Once the priority physicians were armed with the app, UW Health loaded it onto secure devices for all physicians affiliated with the health system, as well as other personnel, including pharmacists, nutritionists, and the spiritual care team. The app is now available on 6,000 devices.

Part of the process included ensuring each device was secure. And, if a smartphone or tablet is lost, a mobile device management system can remotely wipe the missing device of all clinical applications.

Once the app was installed, the practice of virtual rounding evolved quickly. The technology allows the creation of virtual "rooms" where multiple providers can gather through their secure device while a nurse or other provider uses the iPad at the patient's bedside.

"In the peds ICU where I work, we could have up to 15 different providers," Brazelton says. "We would all gather at [a specified time] in this virtual room." Participants might include a cardiologist, a cardiac surgeon, the ICU physician, and residents, as well as a pharmacist, a nutritionist, a social worker, and a member of the spiritual care team.

"It's a very streamlined system where there's collective knowledge at one time on rounds about that patient," he says. "We also were conserving PPE (personal protective equipment) and reducing the chance of unnecessary exposures."

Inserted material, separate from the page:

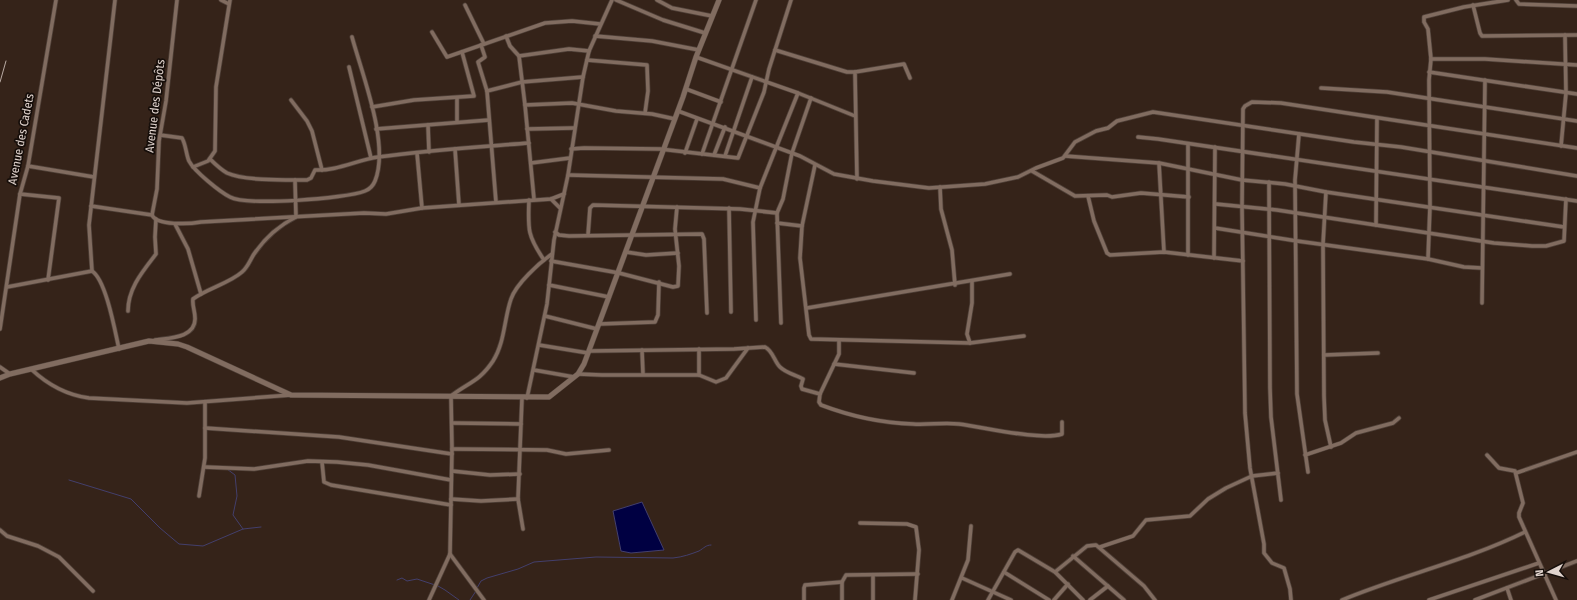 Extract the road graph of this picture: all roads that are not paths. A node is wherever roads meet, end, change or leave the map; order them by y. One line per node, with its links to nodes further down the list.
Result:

The process improves the patient experience, Brazelton says. "One of the problems being a patient [is that] providers don't coordinate their exams. You're woken up from 4:30 a.m. until 8:00 a.m. with people from different services coming in and doing the same exam on you. This way we could perform one exam, and everyone's witnessing it."

Virtual rounding delivers other benefits, he says. "We are now location-agnostic. With broad national adoption of telehealth, one of the lessons for all of us is that now it shouldn't matter where the patient is. It shouldn't matter where the provider is. If the standard of care can be met using video—and we know it can in many, many instances—then it should count. And by count, I mean that it's legitimate patient care. Video may not meet the standard of care in every instance, but in many cases it can."

UW Health physicians have embraced virtual rounding, Brazelton reports. "I have a lot of providers who say, ‘We're not going to ever end this; we're going to continue to use the system.' " They no longer have to travel to the hospital to see one patient, then rush to see a different patient in their office, he says. It frees up time and makes their workflow more efficient. "It provides access in a way that we've never had before—both for us and the patient," he says.

"Prior to the pandemic, we had several barriers to expanding and accelerating telemedicine," says Brazelton. "We had separate telemedicine programs that all started a dozen years ago but had not been aligned, making our work difficult to scale."

As the threat of the pandemic loomed, "our leadership moved extremely quickly and efficiently," says Brazelton. "I've been at UW Health for 20 years, and I've never seen us move like that. It is amazing how fast issues of alignment can be resolved when the mandate is there from leadership and so are the resources, both human and equipment."

“We are responsible for the patient's confidential information as much as we are for your health.”

Mandy Roth is the innovations editor at HealthLeaders.


KEY TAKEAWAYS

While CMS relaxed rules enabling providers to use apps like Facetime, UW Health determined security and protecting patient privacy were paramount.

Up to 15 providers can participate in a virtual consultation, a practice that will continue once the pandemic abates.

The process improves the patient experience by limiting the number of exams performed.